Start of Supplied material

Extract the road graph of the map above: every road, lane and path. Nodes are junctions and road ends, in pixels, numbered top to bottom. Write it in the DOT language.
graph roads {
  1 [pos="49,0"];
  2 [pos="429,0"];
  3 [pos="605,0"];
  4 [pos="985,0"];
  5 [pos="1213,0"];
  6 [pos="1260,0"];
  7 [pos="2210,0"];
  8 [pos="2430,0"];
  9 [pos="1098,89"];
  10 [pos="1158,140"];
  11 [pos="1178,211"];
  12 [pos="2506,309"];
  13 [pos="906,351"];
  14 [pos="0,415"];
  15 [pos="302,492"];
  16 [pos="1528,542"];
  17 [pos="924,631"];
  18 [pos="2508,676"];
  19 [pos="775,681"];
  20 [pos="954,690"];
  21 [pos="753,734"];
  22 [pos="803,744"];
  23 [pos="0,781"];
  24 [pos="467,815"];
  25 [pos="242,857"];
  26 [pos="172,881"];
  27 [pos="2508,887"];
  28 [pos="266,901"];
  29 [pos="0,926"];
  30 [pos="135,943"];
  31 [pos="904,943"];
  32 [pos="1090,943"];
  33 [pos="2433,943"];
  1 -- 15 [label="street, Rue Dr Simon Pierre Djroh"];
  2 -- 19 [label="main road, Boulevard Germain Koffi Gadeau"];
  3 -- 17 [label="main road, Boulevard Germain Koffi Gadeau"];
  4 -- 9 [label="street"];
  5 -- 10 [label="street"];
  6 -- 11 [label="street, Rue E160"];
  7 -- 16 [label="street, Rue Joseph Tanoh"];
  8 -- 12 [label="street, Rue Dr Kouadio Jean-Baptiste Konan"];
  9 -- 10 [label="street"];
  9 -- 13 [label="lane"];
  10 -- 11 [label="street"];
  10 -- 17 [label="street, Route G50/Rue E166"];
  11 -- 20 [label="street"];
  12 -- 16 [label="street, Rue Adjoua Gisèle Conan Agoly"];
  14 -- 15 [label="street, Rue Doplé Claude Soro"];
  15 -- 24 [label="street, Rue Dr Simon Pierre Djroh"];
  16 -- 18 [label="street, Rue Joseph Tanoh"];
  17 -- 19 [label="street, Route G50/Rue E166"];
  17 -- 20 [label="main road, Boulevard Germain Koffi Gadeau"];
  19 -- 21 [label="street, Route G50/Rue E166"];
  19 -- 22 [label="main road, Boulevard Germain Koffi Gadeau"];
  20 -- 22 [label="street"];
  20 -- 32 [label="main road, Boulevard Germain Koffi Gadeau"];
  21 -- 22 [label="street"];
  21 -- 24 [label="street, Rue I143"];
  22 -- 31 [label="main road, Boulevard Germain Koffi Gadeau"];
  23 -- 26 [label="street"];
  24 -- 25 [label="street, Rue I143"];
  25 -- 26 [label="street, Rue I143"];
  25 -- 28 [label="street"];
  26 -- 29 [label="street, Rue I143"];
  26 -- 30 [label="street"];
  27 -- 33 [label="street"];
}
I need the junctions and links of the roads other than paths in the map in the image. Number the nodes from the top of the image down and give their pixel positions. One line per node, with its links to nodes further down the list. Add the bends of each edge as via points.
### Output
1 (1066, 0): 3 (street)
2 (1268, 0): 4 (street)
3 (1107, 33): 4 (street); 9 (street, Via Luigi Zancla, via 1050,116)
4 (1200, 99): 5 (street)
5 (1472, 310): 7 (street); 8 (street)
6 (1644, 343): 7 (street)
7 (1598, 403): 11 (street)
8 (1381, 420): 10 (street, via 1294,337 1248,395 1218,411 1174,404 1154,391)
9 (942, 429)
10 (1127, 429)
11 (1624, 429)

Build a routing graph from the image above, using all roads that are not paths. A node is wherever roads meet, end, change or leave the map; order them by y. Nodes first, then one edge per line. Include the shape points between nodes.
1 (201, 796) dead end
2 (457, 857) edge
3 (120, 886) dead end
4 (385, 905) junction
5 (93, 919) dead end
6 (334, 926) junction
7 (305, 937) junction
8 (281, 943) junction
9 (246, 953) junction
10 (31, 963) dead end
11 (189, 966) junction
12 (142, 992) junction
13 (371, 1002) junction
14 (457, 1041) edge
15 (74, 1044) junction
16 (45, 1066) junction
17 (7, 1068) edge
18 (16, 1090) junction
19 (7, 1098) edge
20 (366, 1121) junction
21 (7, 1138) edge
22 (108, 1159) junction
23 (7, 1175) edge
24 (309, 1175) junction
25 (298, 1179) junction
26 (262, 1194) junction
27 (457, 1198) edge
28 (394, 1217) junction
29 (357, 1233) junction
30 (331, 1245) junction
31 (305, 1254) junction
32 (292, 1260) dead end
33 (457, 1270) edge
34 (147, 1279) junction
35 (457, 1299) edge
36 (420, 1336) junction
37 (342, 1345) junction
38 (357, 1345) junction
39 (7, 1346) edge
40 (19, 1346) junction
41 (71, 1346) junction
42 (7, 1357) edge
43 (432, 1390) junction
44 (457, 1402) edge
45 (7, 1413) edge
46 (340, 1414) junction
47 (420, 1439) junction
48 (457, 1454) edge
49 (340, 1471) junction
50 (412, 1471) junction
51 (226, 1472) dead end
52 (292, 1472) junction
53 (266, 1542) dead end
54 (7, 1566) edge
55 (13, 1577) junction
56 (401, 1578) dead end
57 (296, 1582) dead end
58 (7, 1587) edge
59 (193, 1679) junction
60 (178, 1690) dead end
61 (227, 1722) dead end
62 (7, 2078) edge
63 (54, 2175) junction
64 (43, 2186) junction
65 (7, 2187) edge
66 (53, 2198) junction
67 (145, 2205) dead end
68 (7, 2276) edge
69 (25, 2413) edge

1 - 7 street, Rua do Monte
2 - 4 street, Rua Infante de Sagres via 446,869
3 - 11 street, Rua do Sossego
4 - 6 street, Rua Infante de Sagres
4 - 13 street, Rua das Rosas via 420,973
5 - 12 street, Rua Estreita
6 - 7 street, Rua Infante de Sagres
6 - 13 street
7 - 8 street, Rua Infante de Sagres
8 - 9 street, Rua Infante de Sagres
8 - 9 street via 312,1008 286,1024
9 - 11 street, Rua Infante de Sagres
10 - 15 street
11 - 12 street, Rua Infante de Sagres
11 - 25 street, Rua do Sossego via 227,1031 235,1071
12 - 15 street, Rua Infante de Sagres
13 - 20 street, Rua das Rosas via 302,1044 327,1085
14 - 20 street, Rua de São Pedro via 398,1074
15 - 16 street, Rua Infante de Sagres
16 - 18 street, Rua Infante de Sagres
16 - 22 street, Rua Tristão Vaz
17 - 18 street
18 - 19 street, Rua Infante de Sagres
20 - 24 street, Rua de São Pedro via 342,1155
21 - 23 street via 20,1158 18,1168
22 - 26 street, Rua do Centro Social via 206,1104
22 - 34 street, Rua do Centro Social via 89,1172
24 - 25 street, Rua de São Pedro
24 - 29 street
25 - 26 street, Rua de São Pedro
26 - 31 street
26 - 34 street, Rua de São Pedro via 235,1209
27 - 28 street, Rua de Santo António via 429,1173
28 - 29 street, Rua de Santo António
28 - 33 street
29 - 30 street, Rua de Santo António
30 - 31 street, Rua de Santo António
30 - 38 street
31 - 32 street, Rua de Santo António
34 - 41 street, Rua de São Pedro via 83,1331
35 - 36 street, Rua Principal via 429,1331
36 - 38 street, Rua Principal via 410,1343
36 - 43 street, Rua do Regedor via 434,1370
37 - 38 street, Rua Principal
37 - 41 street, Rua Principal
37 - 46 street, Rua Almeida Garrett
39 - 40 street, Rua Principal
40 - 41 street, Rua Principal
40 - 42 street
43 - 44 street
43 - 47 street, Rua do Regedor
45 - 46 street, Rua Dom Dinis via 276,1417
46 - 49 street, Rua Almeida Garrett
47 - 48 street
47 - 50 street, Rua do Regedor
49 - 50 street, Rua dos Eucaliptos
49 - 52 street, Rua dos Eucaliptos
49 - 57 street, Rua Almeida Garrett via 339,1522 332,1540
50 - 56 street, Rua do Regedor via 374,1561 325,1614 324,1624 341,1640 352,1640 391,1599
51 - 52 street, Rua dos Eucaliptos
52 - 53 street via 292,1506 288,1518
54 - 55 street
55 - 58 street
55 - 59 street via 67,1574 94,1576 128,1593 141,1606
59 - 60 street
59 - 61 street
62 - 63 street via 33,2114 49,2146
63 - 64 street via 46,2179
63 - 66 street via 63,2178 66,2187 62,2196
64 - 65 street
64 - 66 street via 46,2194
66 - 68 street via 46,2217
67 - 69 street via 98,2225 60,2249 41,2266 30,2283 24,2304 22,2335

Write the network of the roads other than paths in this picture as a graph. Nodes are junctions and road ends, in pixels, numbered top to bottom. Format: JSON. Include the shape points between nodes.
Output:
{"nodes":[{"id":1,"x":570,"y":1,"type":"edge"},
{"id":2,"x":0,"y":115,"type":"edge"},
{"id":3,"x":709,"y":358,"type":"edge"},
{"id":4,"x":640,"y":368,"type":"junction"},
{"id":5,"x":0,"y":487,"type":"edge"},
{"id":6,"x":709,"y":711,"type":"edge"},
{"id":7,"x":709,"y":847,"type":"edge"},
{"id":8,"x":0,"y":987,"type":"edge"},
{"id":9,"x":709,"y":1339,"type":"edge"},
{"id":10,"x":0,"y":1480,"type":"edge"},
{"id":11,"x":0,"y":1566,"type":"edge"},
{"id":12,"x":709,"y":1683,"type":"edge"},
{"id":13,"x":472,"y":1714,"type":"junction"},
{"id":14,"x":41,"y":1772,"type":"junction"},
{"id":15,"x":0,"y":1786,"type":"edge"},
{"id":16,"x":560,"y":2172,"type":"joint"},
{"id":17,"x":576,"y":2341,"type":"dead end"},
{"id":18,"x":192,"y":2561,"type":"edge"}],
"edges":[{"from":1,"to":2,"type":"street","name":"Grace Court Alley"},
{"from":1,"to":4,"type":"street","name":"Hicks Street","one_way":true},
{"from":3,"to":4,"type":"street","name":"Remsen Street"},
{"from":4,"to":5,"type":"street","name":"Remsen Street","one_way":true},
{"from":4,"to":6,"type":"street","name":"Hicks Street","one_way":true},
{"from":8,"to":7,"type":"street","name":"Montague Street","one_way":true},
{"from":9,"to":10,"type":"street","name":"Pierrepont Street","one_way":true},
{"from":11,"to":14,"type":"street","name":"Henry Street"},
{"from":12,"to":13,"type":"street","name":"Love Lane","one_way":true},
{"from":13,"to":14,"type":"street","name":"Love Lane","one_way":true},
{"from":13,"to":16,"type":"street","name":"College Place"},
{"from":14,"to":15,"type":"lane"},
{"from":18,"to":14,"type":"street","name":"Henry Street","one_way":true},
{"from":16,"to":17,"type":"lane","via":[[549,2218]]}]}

End of Supplied material

= What you have to do =
Search the records for the word "Garrett" and copy out every line that holds it.

= Written solution =
37 - 46 street, Rua Almeida Garrett
46 - 49 street, Rua Almeida Garrett
49 - 57 street, Rua Almeida Garrett via 339,1522 332,1540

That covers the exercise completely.